4.6 Remote audit

The SDS Maintenance Remote Audit page allows you to access an on-demand ability to initiate an audit of the remote HLR Router provisioning database and flag any differences found between the SDS and the HLR Router databases. This provisioning database audit includes MSISDNs and IMSIs and their associated Network Entity address values, which are extracted from the Destination Map table.

When you submit an audit request on the SDS GUI maintenance page, a PDBI client called pdbaudit connects to the local PDBA and to the remote PDBA running on the HLR Router system. It sends request commands to both PDBAs, compares the response data, and reports any discrepancies between the two databases. Then you can check the status and review the results of the audit on the SDS GUI status page.

SDS supports manual and configurable automated audit runs between the SDS master database instance and the HLR Router database instance. Configurable automated audit runs are those runs that run at configured times to verify the accuracy of SDS master and HLR Router database instances. A manual audit allows specification of audit between SDS master and HLR Router database instances, based on some data range (for example, audit IMSI range) or single MSISDN or IMSI value.

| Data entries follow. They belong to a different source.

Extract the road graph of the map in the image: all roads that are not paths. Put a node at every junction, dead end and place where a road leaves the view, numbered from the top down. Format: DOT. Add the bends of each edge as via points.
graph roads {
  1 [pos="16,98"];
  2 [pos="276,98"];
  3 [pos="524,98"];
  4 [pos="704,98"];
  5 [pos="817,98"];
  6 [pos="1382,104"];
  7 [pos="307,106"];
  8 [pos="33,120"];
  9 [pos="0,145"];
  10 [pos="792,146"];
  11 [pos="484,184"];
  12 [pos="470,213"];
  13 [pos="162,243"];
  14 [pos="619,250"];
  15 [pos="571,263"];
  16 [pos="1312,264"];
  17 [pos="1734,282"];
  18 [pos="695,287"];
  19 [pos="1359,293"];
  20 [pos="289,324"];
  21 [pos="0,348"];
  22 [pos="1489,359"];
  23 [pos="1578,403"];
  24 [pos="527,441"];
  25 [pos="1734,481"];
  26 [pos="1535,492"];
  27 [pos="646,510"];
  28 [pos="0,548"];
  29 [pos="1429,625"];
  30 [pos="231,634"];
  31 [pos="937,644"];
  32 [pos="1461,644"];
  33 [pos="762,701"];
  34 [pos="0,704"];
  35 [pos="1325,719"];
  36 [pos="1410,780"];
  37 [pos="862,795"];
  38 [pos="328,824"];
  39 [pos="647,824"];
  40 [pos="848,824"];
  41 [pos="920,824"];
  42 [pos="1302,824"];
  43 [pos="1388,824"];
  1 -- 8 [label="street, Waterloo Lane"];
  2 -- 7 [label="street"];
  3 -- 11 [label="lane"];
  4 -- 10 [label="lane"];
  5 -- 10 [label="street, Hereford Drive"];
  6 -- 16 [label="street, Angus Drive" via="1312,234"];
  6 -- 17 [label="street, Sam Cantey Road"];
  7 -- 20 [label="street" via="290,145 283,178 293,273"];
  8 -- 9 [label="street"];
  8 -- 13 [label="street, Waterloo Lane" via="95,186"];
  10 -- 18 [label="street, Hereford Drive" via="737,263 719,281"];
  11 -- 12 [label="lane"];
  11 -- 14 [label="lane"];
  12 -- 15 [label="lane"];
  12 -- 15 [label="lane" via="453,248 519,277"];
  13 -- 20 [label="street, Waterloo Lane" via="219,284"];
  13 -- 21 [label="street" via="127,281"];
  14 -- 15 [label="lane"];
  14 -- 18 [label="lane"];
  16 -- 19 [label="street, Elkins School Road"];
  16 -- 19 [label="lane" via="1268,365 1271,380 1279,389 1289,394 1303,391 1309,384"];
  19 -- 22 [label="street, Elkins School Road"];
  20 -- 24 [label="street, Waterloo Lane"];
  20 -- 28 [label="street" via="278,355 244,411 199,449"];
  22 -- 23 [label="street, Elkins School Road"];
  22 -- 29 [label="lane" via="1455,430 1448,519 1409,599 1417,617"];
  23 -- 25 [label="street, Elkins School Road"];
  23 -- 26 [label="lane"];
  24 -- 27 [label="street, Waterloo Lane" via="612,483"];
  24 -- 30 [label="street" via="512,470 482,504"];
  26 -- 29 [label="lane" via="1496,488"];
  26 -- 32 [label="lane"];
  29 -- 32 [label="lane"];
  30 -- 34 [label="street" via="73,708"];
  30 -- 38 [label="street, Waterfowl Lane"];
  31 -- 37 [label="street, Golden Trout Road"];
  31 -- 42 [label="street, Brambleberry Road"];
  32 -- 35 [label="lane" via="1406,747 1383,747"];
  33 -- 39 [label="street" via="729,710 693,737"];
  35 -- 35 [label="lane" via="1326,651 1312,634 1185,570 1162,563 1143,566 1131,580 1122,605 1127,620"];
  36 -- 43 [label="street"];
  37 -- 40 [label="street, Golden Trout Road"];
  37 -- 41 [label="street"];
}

SDS supports an on-demand ability to initiate an audit of the remote HLR Router provisioning database and flag any differences found between the SDS and the HLR Router databases. HLR Router provisioning data to be audited can be specified in one of two ways - by a single range of numbers, or by an input file containing multiple ranges of numbers. Using an input file allows an operator to specify multiple IMSI and MSISDN ranges at one time versus scheduling multiple remote HLR Router audits on a single range.

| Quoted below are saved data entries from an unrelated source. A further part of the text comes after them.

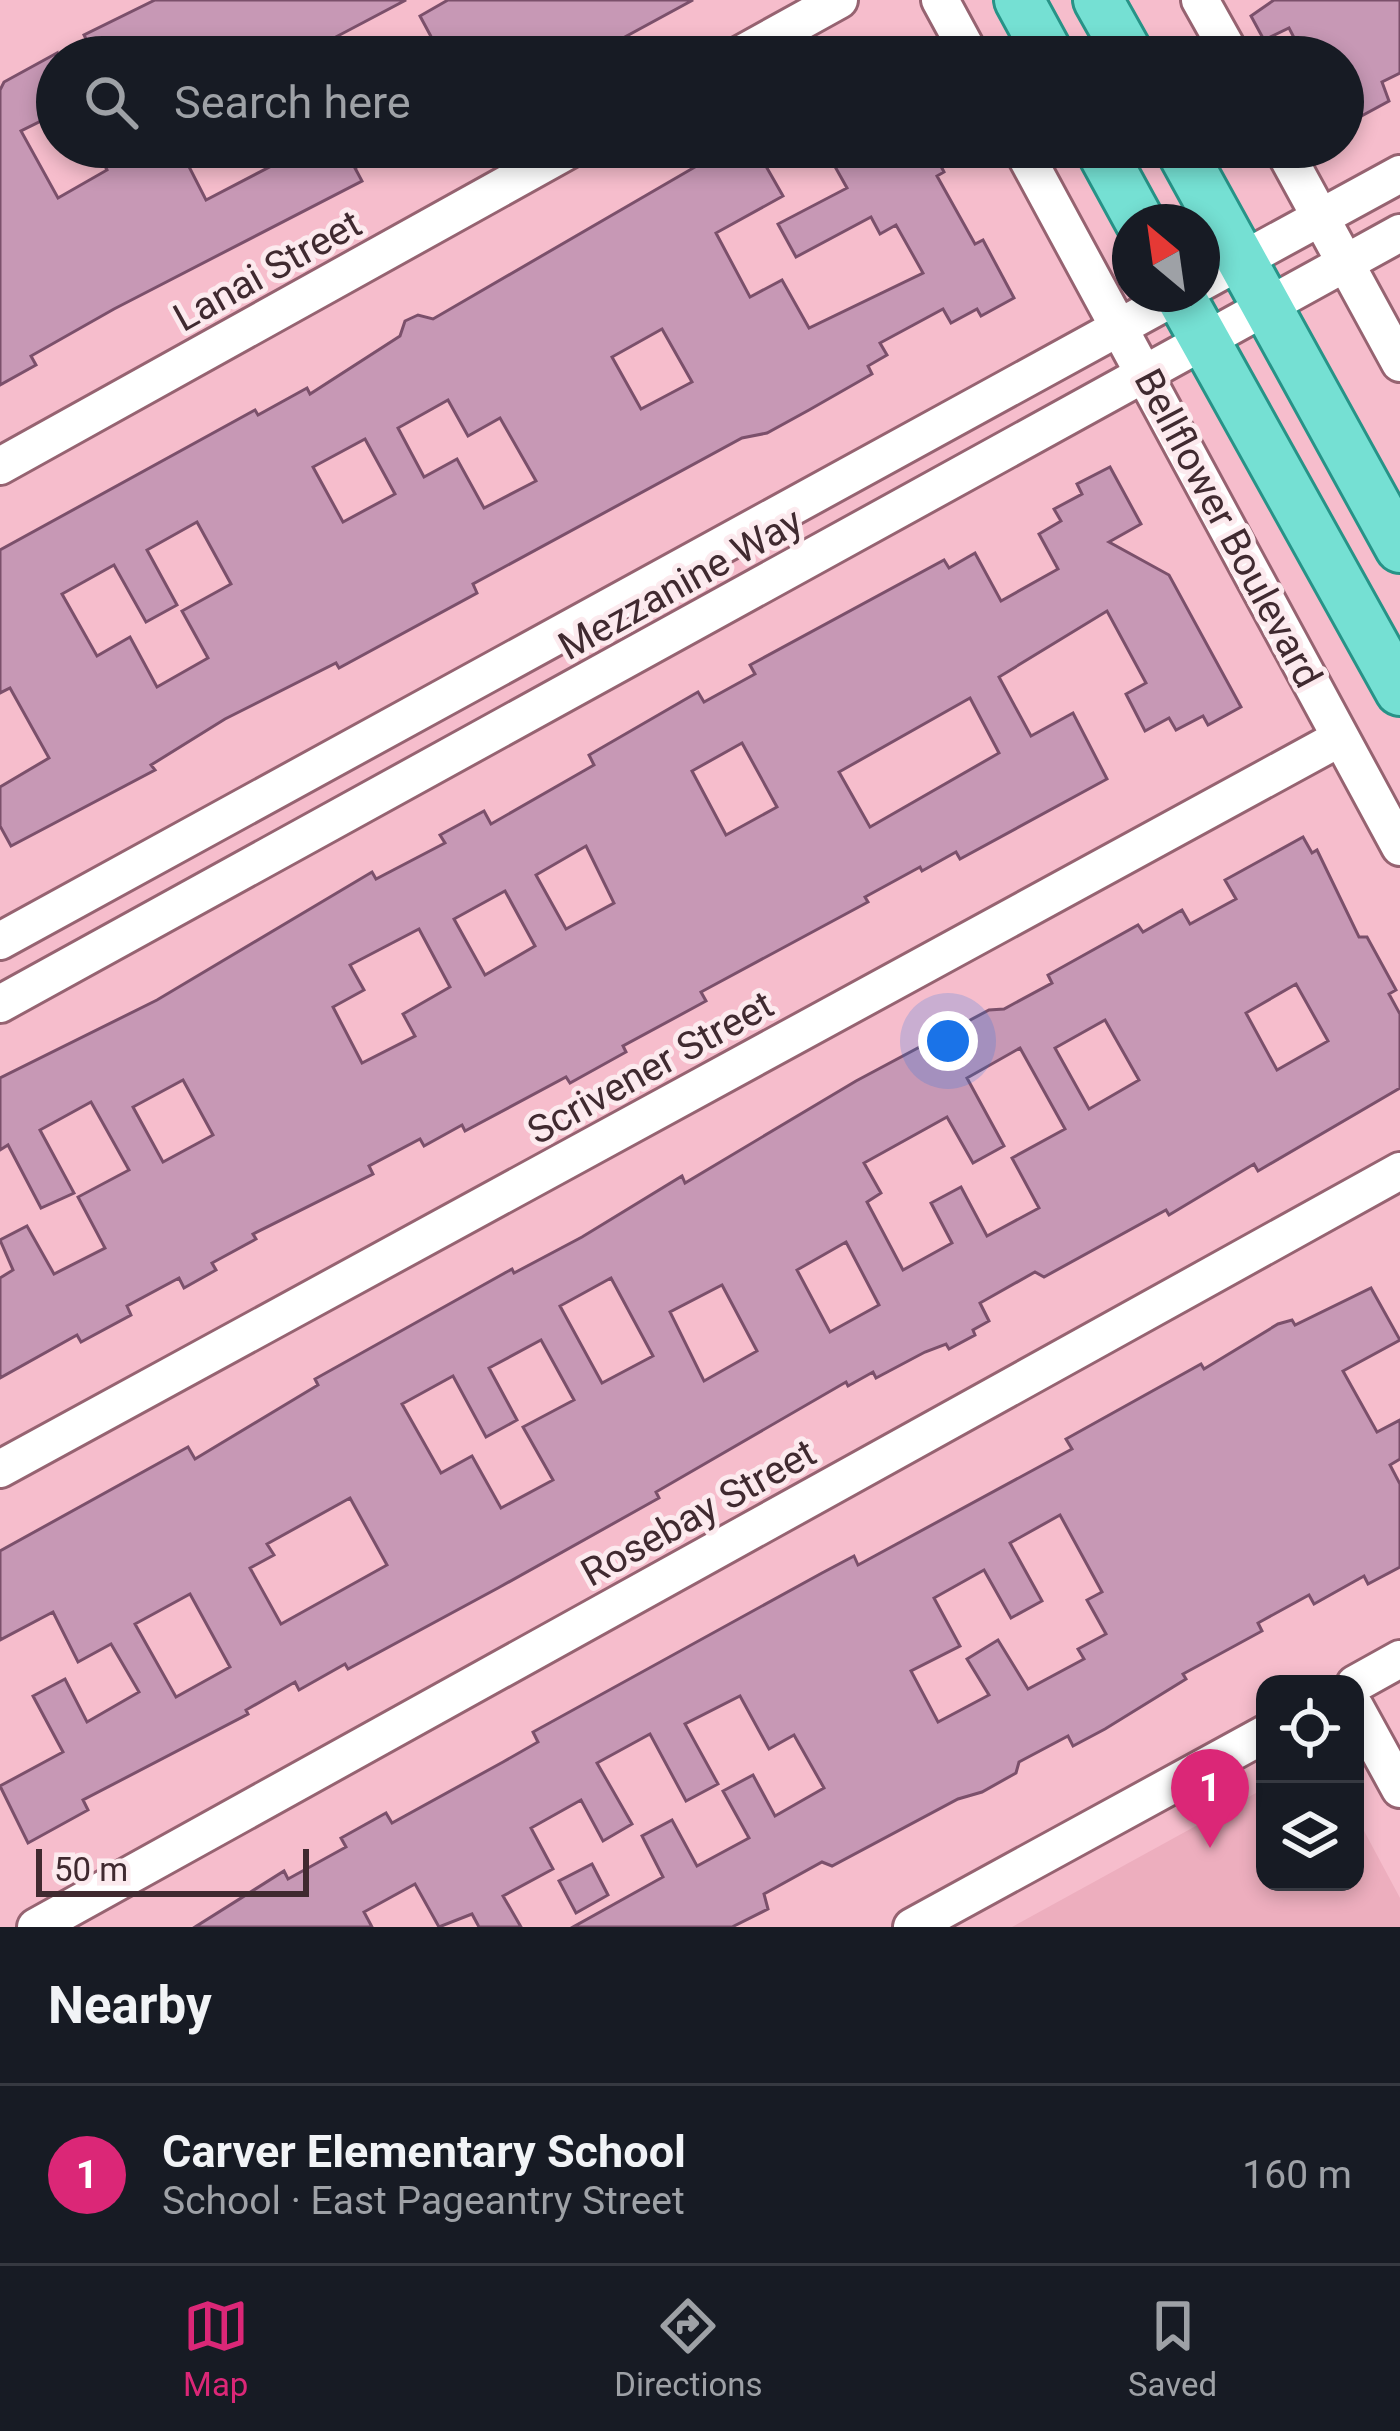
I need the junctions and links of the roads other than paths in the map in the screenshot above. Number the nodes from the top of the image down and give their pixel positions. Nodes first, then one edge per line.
1 (839, 0) edge
2 (940, 0) edge
3 (1019, 0) edge
4 (1098, 0) edge
5 (1200, 0) edge
6 (774, 36) edge
7 (960, 36) edge
8 (1039, 36) edge
9 (1118, 36) edge
10 (1220, 36) edge
11 (536, 168) edge
12 (1033, 168) edge
13 (1111, 168) edge
14 (1186, 168) edge
15 (1294, 168) edge
16 (1400, 174) edge
17 (1130, 204) edge
18 (1321, 218) junction
19 (1400, 233) edge
20 (1345, 263) junction
21 (1221, 271) edge
22 (1267, 307) junction
23 (1148, 312) edge
24 (1190, 312) edge
25 (1121, 327) junction
26 (1205, 341) junction
27 (1400, 363) edge
28 (1147, 372) junction
29 (0, 466) edge
30 (1400, 548) edge
31 (1400, 691) edge
32 (1340, 738) junction
33 (1400, 847) edge
34 (0, 941) edge
35 (0, 1004) edge
36 (1400, 1172) edge
37 (0, 1469) edge
38 (1400, 1659) edge
39 (1364, 1679) edge
40 (1364, 1723) edge
41 (1256, 1739) edge
42 (1400, 1789) edge
43 (36, 1927) edge
44 (912, 1927) edge

1 - 6 street
2 - 7 street
3 - 8 main road
4 - 9 main road
5 - 10 street
11 - 29 street, Lanai Street
12 - 25 street, Bellflower Boulevard
13 - 17 main road
14 - 21 main road
15 - 18 street
16 - 18 street
18 - 20 street
18 - 21 street
19 - 20 street, Mezzanine Way
20 - 22 street, Mezzanine Way
20 - 27 street
21 - 22 main road
22 - 26 street, Mezzanine Way
22 - 30 main road
23 - 25 street, Mezzanine Way
24 - 26 main road, Bellflower Boulevard
25 - 28 street, Bellflower Boulevard
25 - 34 street, Mezzanine Way
26 - 28 street, Mezzanine Way
26 - 31 main road, Bellflower Boulevard
28 - 32 street, Bellflower Boulevard
28 - 35 street, Mezzanine Way
32 - 33 street, Bellflower Boulevard
32 - 37 street, Scrivener Street
36 - 43 street, Rosebay Street
38 - 39 street
40 - 42 street
41 - 44 street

Use the SDS Maintenance Remote Audit page to:

  • View the status of the database remote audits and to request a site-wide database audit of a specified subset of provisioning data, and/or
  • Request a remote audit between SDS and HLR Router data using a subset of MSISDN or IMSI values.

Since each node is responsible for managing its own resources, some nodes may decide to delay or cancel the requested audit to maintain sufficient resources to process signaling traffic.